Non si tratta di dare una risposta qualsiasi.
Si tratta di dare una risposta adeguata all’attacco cui siamo sottoposti.
Una risposta che nella resistenza odierna contenga i germi della riscossa futura.

Di fronte alla crisi, tutti, dai padroni ai loro servi, hanno una risposta, una ricetta per uscirne vivi.
Solo i lavoratori non hanno né risposte né ricette; sono soli a sopportare l’intero peso dei sacrifici e dell’incertezza sociale frutto della crisi. Eppure sono loro che producono tutto e sostengono l’intera società.
Basterebbe un loro scossone per farla crollare, liberandosi di tutti i parassiti che la appesantiscono.
Ma sono soli, i lavoratori.
Non hanno rappresentanze politiche, né vere organizzazioni sindacali, né tantomeno una propria organizzazione di classe. Sopravvivono terrorizzati, costretti a “scegliere” tra schiavitu’ salariata o precariato e disoccupazione.
Non hanno alcuna garanzia di un domani dignitoso, né per se né per i propri figli.
Le loro esistenze sono legate e vincolate al ciclo capitalistico, dal quale non riescono ad esprimere alcuna autonomia di lotta.
Sono la maggioranza sfruttata, ma non hanno coscienza di esserlo. Ieri stavano sui tetti, oggi sembrano “scomparsi”, al massimo indignati.
Sarà il caso di riapparire, di fare una proposta, di dare una vera risposta di classe?

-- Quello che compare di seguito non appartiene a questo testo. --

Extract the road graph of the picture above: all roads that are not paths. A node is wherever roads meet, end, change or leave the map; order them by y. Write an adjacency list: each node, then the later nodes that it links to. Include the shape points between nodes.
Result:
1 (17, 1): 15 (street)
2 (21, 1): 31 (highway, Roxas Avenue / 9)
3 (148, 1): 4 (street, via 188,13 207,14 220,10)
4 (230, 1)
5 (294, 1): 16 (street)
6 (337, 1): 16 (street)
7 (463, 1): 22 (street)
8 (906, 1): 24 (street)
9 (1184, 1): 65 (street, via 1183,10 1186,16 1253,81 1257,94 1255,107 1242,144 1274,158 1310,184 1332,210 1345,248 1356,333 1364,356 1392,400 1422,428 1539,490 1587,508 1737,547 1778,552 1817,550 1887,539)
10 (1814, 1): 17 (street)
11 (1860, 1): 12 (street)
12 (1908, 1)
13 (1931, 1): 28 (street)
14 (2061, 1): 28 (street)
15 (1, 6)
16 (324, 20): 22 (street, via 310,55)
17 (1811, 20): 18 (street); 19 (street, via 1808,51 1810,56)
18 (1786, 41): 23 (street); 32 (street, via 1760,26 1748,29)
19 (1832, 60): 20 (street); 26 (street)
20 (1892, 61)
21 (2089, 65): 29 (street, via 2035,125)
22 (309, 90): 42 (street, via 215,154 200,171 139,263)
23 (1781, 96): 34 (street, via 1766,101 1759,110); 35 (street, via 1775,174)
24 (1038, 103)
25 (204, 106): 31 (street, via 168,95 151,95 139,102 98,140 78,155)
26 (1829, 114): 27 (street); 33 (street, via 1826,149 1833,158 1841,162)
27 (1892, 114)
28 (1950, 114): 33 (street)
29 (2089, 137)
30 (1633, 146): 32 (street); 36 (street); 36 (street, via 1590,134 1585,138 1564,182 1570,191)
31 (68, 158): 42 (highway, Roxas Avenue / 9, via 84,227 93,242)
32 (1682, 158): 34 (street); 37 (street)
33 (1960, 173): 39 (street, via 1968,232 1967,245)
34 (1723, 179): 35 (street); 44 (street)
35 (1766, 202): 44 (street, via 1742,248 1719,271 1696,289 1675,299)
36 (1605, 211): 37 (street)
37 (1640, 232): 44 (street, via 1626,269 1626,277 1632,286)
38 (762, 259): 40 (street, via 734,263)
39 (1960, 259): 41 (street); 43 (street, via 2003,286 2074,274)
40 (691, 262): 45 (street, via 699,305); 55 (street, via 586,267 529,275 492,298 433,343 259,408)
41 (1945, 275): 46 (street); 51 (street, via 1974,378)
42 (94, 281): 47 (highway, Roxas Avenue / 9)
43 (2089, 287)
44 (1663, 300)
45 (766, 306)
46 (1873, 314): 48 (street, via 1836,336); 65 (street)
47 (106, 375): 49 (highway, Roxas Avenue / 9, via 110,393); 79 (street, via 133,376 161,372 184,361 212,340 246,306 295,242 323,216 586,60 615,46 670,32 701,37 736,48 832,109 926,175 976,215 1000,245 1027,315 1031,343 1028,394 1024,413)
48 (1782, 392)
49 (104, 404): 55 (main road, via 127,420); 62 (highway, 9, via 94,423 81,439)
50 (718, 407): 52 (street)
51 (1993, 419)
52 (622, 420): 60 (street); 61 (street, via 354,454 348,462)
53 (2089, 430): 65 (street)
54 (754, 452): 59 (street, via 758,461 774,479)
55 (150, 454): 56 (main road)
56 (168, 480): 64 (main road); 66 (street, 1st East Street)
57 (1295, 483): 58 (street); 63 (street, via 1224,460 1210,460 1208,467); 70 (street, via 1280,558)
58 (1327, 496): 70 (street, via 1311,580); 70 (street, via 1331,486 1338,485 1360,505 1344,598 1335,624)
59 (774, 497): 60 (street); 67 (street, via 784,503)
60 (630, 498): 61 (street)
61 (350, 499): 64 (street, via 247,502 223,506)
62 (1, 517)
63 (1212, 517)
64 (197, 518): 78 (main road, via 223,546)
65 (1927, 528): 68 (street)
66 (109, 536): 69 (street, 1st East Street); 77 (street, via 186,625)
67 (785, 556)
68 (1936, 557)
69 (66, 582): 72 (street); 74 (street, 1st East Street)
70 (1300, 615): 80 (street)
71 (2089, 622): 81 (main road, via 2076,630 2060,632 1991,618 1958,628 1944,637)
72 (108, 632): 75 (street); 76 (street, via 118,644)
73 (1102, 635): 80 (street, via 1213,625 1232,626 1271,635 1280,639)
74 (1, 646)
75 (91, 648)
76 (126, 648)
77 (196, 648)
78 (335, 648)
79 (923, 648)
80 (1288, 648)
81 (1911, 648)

la nostra risposta adeguata
FARE IN PROPRIO, FARE SUL SERIO.

Non si puo’ liquidare la questione dell’opposizione alle manovre governative con delle battute, o con il solito esercizio copia-incolla che ripropone ( a chiacchiere! ) discutibili episodi esteri, comunque reali e di massa, trasportandoli in Italia.
Quelle discutibili ma concrete iniziative divengono da noi farsa, contenitori confusi di ogni reducismo e riciclaggio politico. D’altra parte, lunga ed ingloriosa è la storia dei tifosi delle rivoluzioni lontane, di cui si scopiazzavano ( e si scopiazzano! ) slogan e moduli estetici.
L’altro ieri vietcong o feddayn, ieri sandinisti o zapatisti, oggi indignados. L’altro ieri “ Giap Giap Ho Chi Min”, ieri “ hasta la victoria, siempre!”, oggi “cancelliamo il debito ed usciamo dall’euro”.
Cosi’, mentre i proletari pagano sul serio la crisi, ci si esercita in confuse ricette che, anche nella migliore delle ipotesi, finiscono con il tentare la strada, eterodiretta e trasversalmente auspicata, della ricontrattazione del debito italiano in chiave continentale Eurobond e condita in salsa Islandese.
La verità è che nella gabbia capitalista della crisi, i padroni europei, dal loro punto di vista, “hanno ragione” e non hanno altra scelta: ridurre il debito pubblico, snellire la macchina statale, schiacciare il diritto del lavoro, tentare la risposta continentale allo spostamento del baricentro competitivo ad est del mondo.
Quindi, per noi proletari, si tratta di trovare una risposta che fuoriesca, che rompa la gabbia capitalista. Una risposta storicamente attuale, anche se non ancora politicamente, visto lo squilibrio tra le possibilità oggettive di intervento rivoluzionario contro la crisi e in-coscienza di classe.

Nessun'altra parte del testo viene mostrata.